#### [Task objective]
Reproduce word for word the lines between those holding "M 1790,250 L" and "M 680,363 L", inclusive, and nothing else from the data below.

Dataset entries
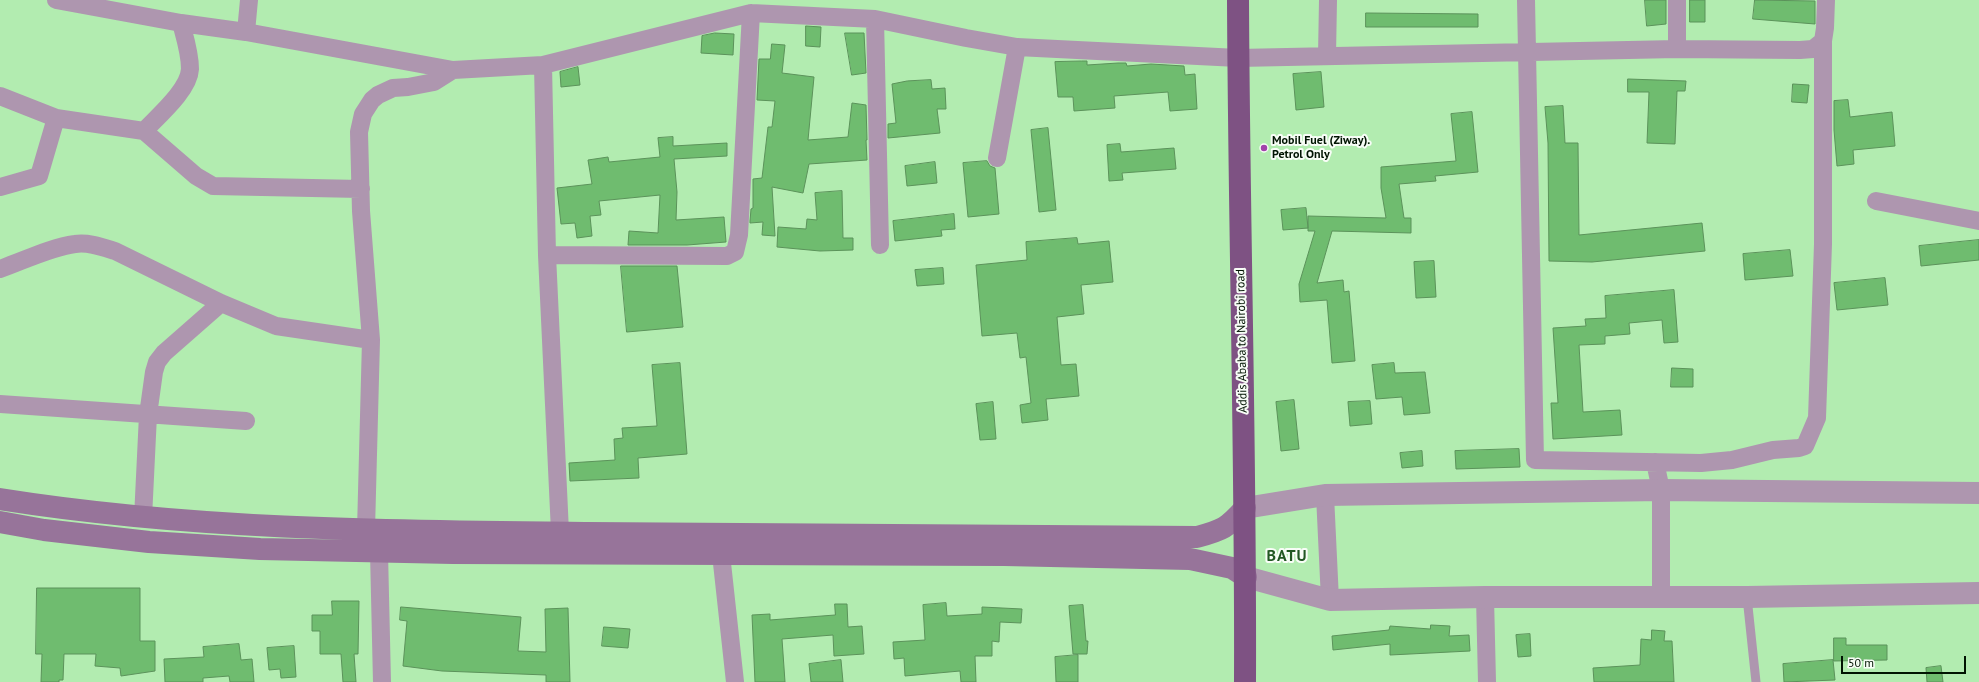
<!DOCTYPE html>
<html>
<head>
<meta charset="utf-8">
<style>
  body { margin:0 }
  #map { position:relative; width:1979px; height:682px; overflow:hidden; background:#b2ecb0; font-family:"PT Sans",sans-serif }
  canvas { display:block }
  .scale { position:absolute; left:1841px; top:656px; width:125px; height:18px; box-sizing:border-box; border:2px solid #011402; border-top:0; padding-left:5px; font-size:12px; line-height:14px; white-space:nowrap; color:#011402; -webkit-text-stroke:3px #f8fdf7; paint-order:stroke }
</style>
</head>
<body>
<div id="map">
<canvas width="1979" height="682"></canvas>
<div class="scale">50 m</div>
</div>
<script>
const ctx = document.querySelector('canvas').getContext('2d');
ctx.lineJoin = 'round';
function paint(path, color) {
  ctx.fillStyle = color;
  ctx.fill(path, 'evenodd');
}
function trace(path, color, width, dash) {
  ctx.strokeStyle = color;
  ctx.lineWidth = width;
  ctx.lineCap = dash ? 'butt' : 'round';
  ctx.setLineDash(dash || []);
  ctx.stroke(path);
}
function drawText(font, color, halo, rows, align = 'center') {
  ctx.font = font + ' "PT Sans",sans-serif';
  ctx.lineWidth = 4;
  ctx.setLineDash([]);
  ctx.textBaseline = 'middle';
  ctx.strokeStyle = halo;
  ctx.fillStyle = color;
  for (const [text, x, y, turn = 0] of rows) {
    ctx.save();
    ctx.translate(x, y);
    ctx.rotate((+turn || 0) * Math.PI / 180);
    ctx.textAlign = isNaN(turn) ? turn : align;
    if (halo) ctx.strokeText(text, 0, 0);
    ctx.fillText(text, 0, 0);
    ctx.restore();
  }
}
const building = new Path2D(`
  M 1645,0 L 1666,0 L 1666,24 L 1647,26 Z
  M 1690,0 L 1705,0 L 1705,22 L 1690,22 Z
  M 1755,0 L 1815,1 L 1815,24 L 1753,19 Z
  M 1366,13 L 1478,14 L 1478,27 L 1366,27 Z
  M 806,26 L 821,27 L 820,47 L 806,46 Z
  M 715,33 L 734,34 L 733,55 L 701,53 L 702,36 Z
  M 845,33 L 864,33 L 866,73 L 852,75 Z
  M 772,44 L 785,45 L 782,73 L 814,77 L 808,140 L 848,137 L 852,103 L 866,105 L 867,140 L 866,140 L 867,160 L 809,164 L 803,193 L 772,187 L 775,236 L 762,235 L 763,222 L 750,223 L 750,221 L 751,209 L 753,208 L 753,179 L 762,178 L 768,127 L 772,127 L 775,101 L 757,100 L 759,59 L 770,59 Z
  M 1082,61 L 1087,61 L 1087,65 L 1118,63 L 1126,63 L 1127,66 L 1151,64 L 1184,66 L 1185,75 L 1195,74 L 1197,109 L 1170,111 L 1168,92 L 1114,96 L 1115,108 L 1074,111 L 1073,97 L 1058,97 L 1055,62 Z
  M 578,67 L 580,85 L 561,87 L 560,72 Z
  M 1321,72 L 1324,107 L 1296,110 L 1293,74 Z
  M 1628,79 L 1686,81 L 1685,91 L 1677,91 L 1675,144 L 1647,143 L 1649,92 L 1628,92 Z
  M 931,80 L 932,89 L 945,88 L 946,109 L 937,109 L 940,133 L 888,138 L 888,124 L 896,123 L 892,84 L 907,81 Z
  M 1793,84 L 1809,85 L 1807,103 L 1792,102 Z
  M 1848,100 L 1850,117 L 1892,112 L 1895,146 L 1853,150 L 1854,164 L 1837,166 L 1834,130 L 1834,101 Z
  M 1563,106 L 1565,143 L 1578,143 L 1579,235 L 1702,223 L 1705,251 L 1592,262 L 1549,261 L 1548,143 L 1545,107 Z
  M 1472,112 L 1478,172 L 1435,176 L 1436,181 L 1399,184 L 1404,218 L 1411,218 L 1411,233 L 1332,231 L 1317,283 L 1343,280 L 1344,292 L 1349,291 L 1355,361 L 1332,363 L 1327,300 L 1300,302 L 1299,284 L 1315,231 L 1308,231 L 1308,216 L 1386,218 L 1381,188 L 1381,167 L 1456,161 L 1451,114 Z
  M 1048,128 L 1056,210 L 1039,212 L 1031,130 Z
  M 673,137 L 673,146 L 727,143 L 727,156 L 674,159 L 677,192 L 676,220 L 724,217 L 726,242 L 687,245 L 628,245 L 629,231 L 658,233 L 660,195 L 599,201 L 601,215 L 590,216 L 592,236 L 577,238 L 575,223 L 561,224 L 557,188 L 592,184 L 588,160 L 608,157 L 609,162 L 660,157 L 658,138 Z
  M 1120,144 L 1121,152 L 1174,148 L 1176,169 L 1122,173 L 1123,180 L 1109,181 L 1107,145 Z
  M 987,161 L 990,166 L 995,168 L 999,214 L 968,217 L 963,163 Z
  M 935,162 L 937,183 L 907,186 L 905,166 Z
  M 842,191 L 843,238 L 853,238 L 853,250 L 820,251 L 777,247 L 778,227 L 806,229 L 807,219 L 817,220 L 815,193 Z
  M 1306,208 L 1308,228 L 1283,230 L 1281,210 Z
  M 954,214 L 955,229 L 941,230 L 942,236 L 895,241 L 893,221 Z
  M 1077,238 L 1078,244 L 1109,241 L 1113,282 L 1081,285 L 1084,314 L 1057,317 L 1061,365 L 1076,364 L 1079,396 L 1046,399 L 1048,420 L 1022,423 L 1020,405 L 1031,403 L 1026,357 L 1020,358 L 1017,333 L 982,336 L 976,265 L 1027,260 L 1026,242 Z
  M 1979,240 L 1979,260 L 1921,266 L 1919,246 Z
  M 1790,250 L 1793,276 L 1745,280 L 1743,254 Z
  M 1434,261 L 1436,297 L 1416,298 L 1414,262 Z
  M 621,266 L 677,266 L 683,327 L 627,332 Z
  M 943,268 L 944,284 L 917,286 L 915,270 Z
  M 1885,278 L 1888,305 L 1837,310 L 1834,283 Z
  M 1674,290 L 1678,342 L 1664,343 L 1662,320 L 1629,323 L 1630,334 L 1605,336 L 1605,344 L 1579,345 L 1583,412 L 1620,410 L 1622,435 L 1553,439 L 1551,403 L 1558,403 L 1553,328 L 1586,326 L 1585,319 L 1606,318 L 1605,296 Z
  M 680,363 L 687,454 L 638,458 L 639,478 L 570,481 L 569,463 L 615,460 L 614,439 L 623,438 L 622,428 L 657,426 L 652,365 Z
  M 1394,363 L 1395,373 L 1425,372 L 1430,413 L 1404,415 L 1402,397 L 1376,399 L 1372,365 Z
  M 1672,368 L 1693,369 L 1693,387 L 1671,387 Z
  M 1294,400 L 1299,449 L 1281,451 L 1276,402 Z
  M 1370,401 L 1372,424 L 1350,426 L 1348,402 Z
  M 993,402 L 996,439 L 980,440 L 976,404 Z
  M 1519,449 L 1520,467 L 1456,469 L 1455,451 Z
  M 1422,451 L 1423,466 L 1402,468 L 1400,453 Z
  M 37,588 L 140,588 L 140,641 L 155,641 L 155,671 L 121,676 L 120,668 L 95,666 L 96,654 L 64,654 L 63,680 L 59,680 L 59,682 L 41,682 L 42,654 L 36,654 Z
  M 332,601 L 359,601 L 358,654 L 354,654 L 356,682 L 343,682 L 341,654 L 320,654 L 320,631 L 312,631 L 312,615 L 332,615 Z
  M 946,603 L 947,616 L 982,614 L 982,607 L 1022,609 L 1021,623 L 1000,622 L 999,642 L 992,641 L 992,656 L 975,656 L 976,682 L 961,682 L 960,671 L 905,676 L 904,658 L 894,659 L 893,642 L 925,640 L 923,605 Z
  M 835,604 L 847,604 L 848,627 L 862,626 L 864,654 L 834,656 L 833,635 L 782,639 L 785,682 L 755,682 L 752,615 L 770,614 L 770,620 L 835,615 Z
  M 1083,605 L 1086,641 L 1088,641 L 1087,654 L 1073,654 L 1069,606 Z
  M 401,607 L 521,617 L 518,651 L 546,652 L 545,609 L 568,608 L 570,682 L 546,682 L 546,675 L 442,671 L 403,666 L 407,621 L 400,620 Z
  M 1431,625 L 1450,626 L 1449,636 L 1469,635 L 1470,651 L 1390,655 L 1390,644 L 1333,650 L 1332,636 L 1389,630 L 1390,626 L 1430,629 Z
  M 604,627 L 630,629 L 628,648 L 602,646 Z
  M 1652,630 L 1665,631 L 1664,641 L 1672,641 L 1674,682 L 1594,682 L 1593,668 L 1640,665 L 1641,639 L 1651,640 Z
  M 1530,634 L 1531,656 L 1518,657 L 1516,635 Z
  M 1834,638 L 1846,638 L 1846,645 L 1887,645 L 1887,660 L 1834,661 Z
  M 239,644 L 241,660 L 252,659 L 254,682 L 230,682 L 229,676 L 203,678 L 203,682 L 165,682 L 164,659 L 204,657 L 203,647 Z
  M 294,646 L 296,677 L 281,678 L 280,669 L 269,670 L 267,648 Z
  M 1078,655 L 1078,682 L 1056,682 L 1055,657 Z
  M 841,660 L 843,682 L 811,682 L 809,664 Z
  M 1833,660 L 1835,680 L 1784,682 L 1783,664 Z
  M 1941,666 L 1943,682 L 1927,682 L 1926,668 Z`);
paint(building, '#6fbc6f');
trace(building, '#5b925a', 1);
trace(new Path2D(`
  M 1747,597 L 1756,682`), '#ae96af', 9);
trace(new Path2D(`
  M 56,0 L 181,23 L 246,32 L 453,70 L 543,65 L 751,13 L 875,19 L 966,38 L 1017,47 L 1238,58 L 1677,49 L 1800,50 L 1813,49 L 1823,41
  M 1526,0 L 1535,460 L 1701,463 L 1732,460 L 1773,450 L 1799,448 L 1805,446 L 1817,418 L 1823,244 L 1823,41 L 1825,28 L 1826,0
  M 1677,0 L 1677,49
  M 875,19 L 880,245
  M 246,32 L 249,0
  M 1327,56 L 1328,0
  M 543,65 L 547,255 L 560,532
  M 0,96 L 56,118 L 144,131 L 196,176 L 213,186 L 361,189
  M 144,131 C 158,116 189,90 190,69 C 190,53 185,38 181,23
  M 997,158 L 1017,47
  M 0,187 L 39,176 L 56,118
  M 1876,201 L 1979,221
  M 547,255 L 727,256 L 735,252 L 739,235 L 751,13
  M 0,269 C 23,261 51,247 75,244 C 88,242 102,247 115,251 L 221,303 L 276,326 L 371,340
  M 0,404 L 246,421
  M 1655,462 L 1661,490 L 1661,597
  M 1325,495 L 1330,600
  M 143,518 L 148,415 L 154,372 L 157,362 L 164,353 L 221,303
  M 730,545 L 721,554 L 735,682
  M 1485,597 L 1487,682
  M 382,682 L 379,552 L 366,530 L 371,340 L 361,211 L 359,132 L 363,114 L 372,100 L 378,95 L 393,88 L 408,87 L 434,82 L 453,70`), '#ae96af', 18);
trace(new Path2D(`
  M 1245,508 L 1325,495 L 1661,490 L 1979,493
  M 1246,577 L 1330,600 L 1485,597 L 1747,597 L 1979,593`), '#ae96af', 22);
trace(new Path2D(`
  M 0,499 C 195,530 392,531 588,533 C 791,534 994,535 1197,537 C 1223,530 1227,528 1245,508
  M 0,522 L 44,530 L 149,542 L 260,549 L 453,553 L 1004,555 L 1190,559 L 1232,568 L 1246,577`), '#97749a', 22);
trace(new Path2D(`
  M 1238,0 C 1239,227 1246,455 1245,682`), '#7e5283', 22);
for (const [x, y, r, color] of [
  [1264,148,4,"#a142aa"]
]) {
  const dot = new Path2D();
  dot.arc(x, y, r, 0, 2 * Math.PI);
  ctx.fillStyle = color;
  ctx.fill(dot);
  trace(dot, '#f8fdf7', 1.5);
}
drawText('bold 12px', '#011402', '#f8fdf7', [
  ["Mobil Fuel (Ziway).",1272,141],
  ["Petrol Only",1272,155]
], 'left');
drawText('12px', '#011402', '#f8fdf7', [
  ["Addis Ababa to Nairobi road",1242,341,-91]
]);
ctx.letterSpacing = '1px';
drawText('bold 16px', '#225823', '#f8fdf7', [
  ["BATU",1287,556]
]);
ctx.letterSpacing = '0px';
</script>
</body>
</html>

#### [Response to this exercise]
  M 1790,250 L 1793,276 L 1745,280 L 1743,254 Z
  M 1434,261 L 1436,297 L 1416,298 L 1414,262 Z
  M 621,266 L 677,266 L 683,327 L 627,332 Z
  M 943,268 L 944,284 L 917,286 L 915,270 Z
  M 1885,278 L 1888,305 L 1837,310 L 1834,283 Z
  M 1674,290 L 1678,342 L 1664,343 L 1662,320 L 1629,323 L 1630,334 L 1605,336 L 1605,344 L 1579,345 L 1583,412 L 1620,410 L 1622,435 L 1553,439 L 1551,403 L 1558,403 L 1553,328 L 1586,326 L 1585,319 L 1606,318 L 1605,296 Z
  M 680,363 L 687,454 L 638,458 L 639,478 L 570,481 L 569,463 L 615,460 L 614,439 L 623,438 L 622,428 L 657,426 L 652,365 Z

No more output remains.